In case your annual investment exceeds rs 1.5 lakh, interest cannot be earned on the excess amount. For 15 years, you must make at least one deposit per year. The PPF is considered a tax-saving investment option. At the time of withdrawal, you do not have to pay any taxes on the deposit or interest.

Senior Citizen Savings Scheme

As a risk-free tax-saving investment, the Senior Citizens Savings Scheme is an option for retired or voluntary retirees. It is a government-backed long-term savings option. There is a five-year maturity period, which can be extended by three years. You can withdraw your money prematurely after a year of opening the account, and the current interest rate is 8.6%.

The penalty for closing the account before two years is 1.5% of the deposit. If the interest exceeds rs 10,000 per year, TDS is applicable. Your SCSS account will provide you with a regular income after retirement

National Pension System: 

NPS or National Pension Scheme is an initiative of social security that is a government-owned investment option. This is designed to meet the financial needs of employees of private, public, or unorganized sectors for their retirement. The introduction this scheme was first made for the central government and later on, it was introduced to all the citizens of India between the ages of 18-60 years.

With NPS, the investors invest a portion of their income at regular intervals. This way, this scheme allows you to accumulate your retirement corpus and through this, you would be able to get a pension during your retirement years. The minimum amount to start investing in NPS starts from Rs.500 up to no limit. However, the main thing is that withdrawals can only be made once you have reached the age of 60.

The best part of investing in NPS is that it comes with additional tax benefits. For instance,

  • Under section 80CCE a deduction up to Rs. 1,50,000 can be claimed;
  • Under section 80CCD(1B) up to Rs. 50,000 can be claimed;
  • Lastly, under section 80CCD(2) up to 10% of the basic salary can be claimed.

Also Read: Best Investment Plans with Higher Returns in India


Deduction for the Premium Paid for Health Insurance

A health insurance policy serves two purposes, first, to provide financial protection for yourself and your family, and second, to save you money on taxes.

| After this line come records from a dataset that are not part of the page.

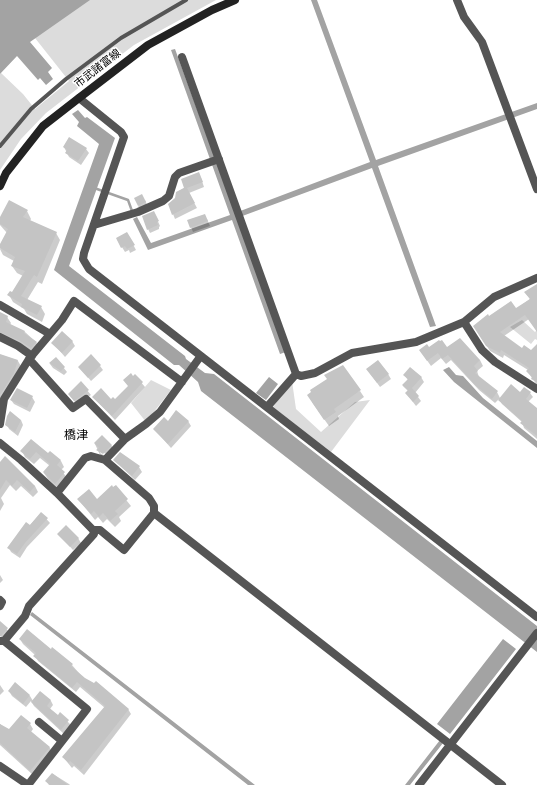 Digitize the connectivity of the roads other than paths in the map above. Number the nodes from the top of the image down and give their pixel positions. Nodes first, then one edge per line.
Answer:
1 (186, 0) edge
2 (235, 0) edge
3 (457, 0) edge
4 (182, 57) dead end
5 (79, 98) junction
6 (0, 146) edge
7 (216, 161) junction
8 (0, 186) edge
9 (537, 189) edge
10 (94, 225) junction
11 (537, 278) edge
12 (0, 305) edge
13 (464, 322) junction
14 (50, 334) junction
15 (0, 338) edge
16 (30, 358) junction
17 (198, 359) junction
18 (296, 374) junction
19 (183, 381) junction
20 (537, 389) edge
21 (267, 407) junction
22 (0, 424) edge
23 (125, 439) junction
24 (0, 443) edge
25 (105, 460) junction
26 (56, 494) junction
27 (154, 513) junction
28 (93, 530) junction
29 (0, 600) edge
30 (0, 606) edge
31 (537, 617) edge
32 (537, 633) edge
33 (2, 641) edge
34 (39, 722) dead end
35 (62, 740) junction
36 (451, 744) junction
37 (0, 766) edge
38 (419, 785) edge
39 (502, 785) edge

1 - 6 lane
2 - 5 main road, 市武諸富線
3 - 9 street
4 - 7 street
5 - 8 main road, 市武諸富線
5 - 10 street
7 - 10 street
7 - 18 street
10 - 17 street
11 - 13 street
12 - 14 street
13 - 18 street
13 - 20 street
14 - 16 street
14 - 19 street
15 - 16 street
16 - 22 street
16 - 23 street
17 - 19 street
17 - 21 street
18 - 21 street
19 - 23 street
21 - 31 street
23 - 25 street
24 - 26 street
25 - 26 street
25 - 27 street
26 - 28 street
27 - 28 street
27 - 36 street
28 - 33 street
29 - 30 street
32 - 36 street
33 - 35 street
34 - 35 street
35 - 37 street
36 - 38 street
36 - 39 street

Under this section, you can deduct Rs. 25,000 for yourself, your spouse, and your children. Furthermore, you can also deduct up to Rs. 25,000 from your parents’ insurance if they are younger than 60.

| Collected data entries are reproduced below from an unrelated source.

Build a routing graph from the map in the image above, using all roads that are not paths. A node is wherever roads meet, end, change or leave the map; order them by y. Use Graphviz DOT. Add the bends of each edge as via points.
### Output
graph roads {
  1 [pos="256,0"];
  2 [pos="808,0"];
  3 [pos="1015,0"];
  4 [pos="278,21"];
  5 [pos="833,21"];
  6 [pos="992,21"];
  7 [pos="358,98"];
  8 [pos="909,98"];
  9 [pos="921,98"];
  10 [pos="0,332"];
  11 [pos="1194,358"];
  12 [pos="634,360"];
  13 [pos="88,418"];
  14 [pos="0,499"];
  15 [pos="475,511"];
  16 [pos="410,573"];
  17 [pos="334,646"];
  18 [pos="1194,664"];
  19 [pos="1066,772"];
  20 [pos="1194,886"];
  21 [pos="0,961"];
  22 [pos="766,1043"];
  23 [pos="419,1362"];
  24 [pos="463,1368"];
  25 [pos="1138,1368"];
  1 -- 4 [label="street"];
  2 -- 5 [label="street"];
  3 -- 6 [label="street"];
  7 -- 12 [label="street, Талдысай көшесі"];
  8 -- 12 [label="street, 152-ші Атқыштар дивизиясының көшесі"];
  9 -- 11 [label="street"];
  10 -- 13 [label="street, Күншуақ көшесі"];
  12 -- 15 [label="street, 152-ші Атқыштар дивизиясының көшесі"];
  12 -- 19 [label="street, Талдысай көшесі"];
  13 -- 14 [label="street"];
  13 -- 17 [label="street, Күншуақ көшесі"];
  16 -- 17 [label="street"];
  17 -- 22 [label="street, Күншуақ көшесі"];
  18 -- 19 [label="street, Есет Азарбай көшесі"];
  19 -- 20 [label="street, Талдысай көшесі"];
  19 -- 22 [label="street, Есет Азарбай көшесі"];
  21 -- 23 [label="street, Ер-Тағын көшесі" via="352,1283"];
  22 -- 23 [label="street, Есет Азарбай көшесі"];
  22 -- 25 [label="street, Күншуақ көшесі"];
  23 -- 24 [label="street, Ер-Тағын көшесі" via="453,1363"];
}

The deduction amount is 50,000 if your parents are over 60 years old. This deduction amount was increased in Budget 2018 from Rs. 30,000. Taxpayers and their parents who are 60 years or older can claim a maximum deduction of Rs. 1 lakh under section 80D if they are both 60 years or older. For instance, if you are 65 years old and your father’s age is 85, in this scenario, the maximum deduction for you would be Rs. 1,00,000.

 Section 80ccd

National Pension System (NPS) investments are eligible for tax deductions under Section 80CCD. This section is divided into two subsections:

  • Section 80CCD (1): Tax deductions are available for investments in NPSs. Investing in NPS is tax-deductible for Indian citizens between 18 and 60 years old. This benefit is available to NRIs as well. This section allows you to deduct up to 10% of your salary (basic salary plus DA). In the case of self-employed individuals, the limit is 20% of their gross total income. You can also avail of a maximum benefit of 1.5 lakhs per year under this section.
  • Section 80CCD (1b): This subsection provides an additional deduction of rs 50,000 on investments in NPS. This is in addition to the rs 1.5 lakh available under Section 80CCD(1). So, in short, you can avail of a total tax deduction of rs 2 lakh when you invest in NPS every year.

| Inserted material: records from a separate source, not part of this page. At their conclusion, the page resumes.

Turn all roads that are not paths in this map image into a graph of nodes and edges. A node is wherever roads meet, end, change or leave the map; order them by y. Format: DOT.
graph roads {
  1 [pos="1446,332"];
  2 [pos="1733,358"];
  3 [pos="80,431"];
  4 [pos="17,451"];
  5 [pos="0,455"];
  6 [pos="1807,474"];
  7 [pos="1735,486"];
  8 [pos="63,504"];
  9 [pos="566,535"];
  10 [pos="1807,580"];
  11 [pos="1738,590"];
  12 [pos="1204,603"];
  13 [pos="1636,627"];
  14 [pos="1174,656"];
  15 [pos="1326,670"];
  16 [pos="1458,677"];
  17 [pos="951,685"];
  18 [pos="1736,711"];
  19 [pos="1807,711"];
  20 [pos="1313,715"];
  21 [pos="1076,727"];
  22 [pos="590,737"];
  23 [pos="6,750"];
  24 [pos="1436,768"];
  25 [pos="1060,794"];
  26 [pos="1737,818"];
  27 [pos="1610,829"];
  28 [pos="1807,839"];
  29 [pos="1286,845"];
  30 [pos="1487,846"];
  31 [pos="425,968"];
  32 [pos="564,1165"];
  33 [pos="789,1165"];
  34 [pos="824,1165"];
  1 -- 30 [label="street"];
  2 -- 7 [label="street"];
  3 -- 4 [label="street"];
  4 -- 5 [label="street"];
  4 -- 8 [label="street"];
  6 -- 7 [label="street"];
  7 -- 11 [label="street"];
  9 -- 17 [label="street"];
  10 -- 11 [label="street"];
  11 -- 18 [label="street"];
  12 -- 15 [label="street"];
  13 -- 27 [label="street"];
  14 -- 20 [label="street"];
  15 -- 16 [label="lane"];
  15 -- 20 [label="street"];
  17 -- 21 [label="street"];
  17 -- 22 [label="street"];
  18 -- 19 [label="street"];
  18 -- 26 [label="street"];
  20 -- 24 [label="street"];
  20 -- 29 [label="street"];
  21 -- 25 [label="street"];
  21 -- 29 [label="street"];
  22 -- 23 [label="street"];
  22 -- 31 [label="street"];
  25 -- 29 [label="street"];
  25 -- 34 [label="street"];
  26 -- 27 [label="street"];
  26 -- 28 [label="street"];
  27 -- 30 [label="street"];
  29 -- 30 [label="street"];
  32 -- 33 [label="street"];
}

Filing taxes is one thing, but saving from taxes is another, and one should have an understanding of how to save from taxes. By availing of the deduction mentioned above, you could end up claiming major deductions. It is advisable to use these investment opportunities effectively to save taxes from them. Consulting with a tax advisor can also provide valuable insights into optimizing your tax-saving strategies.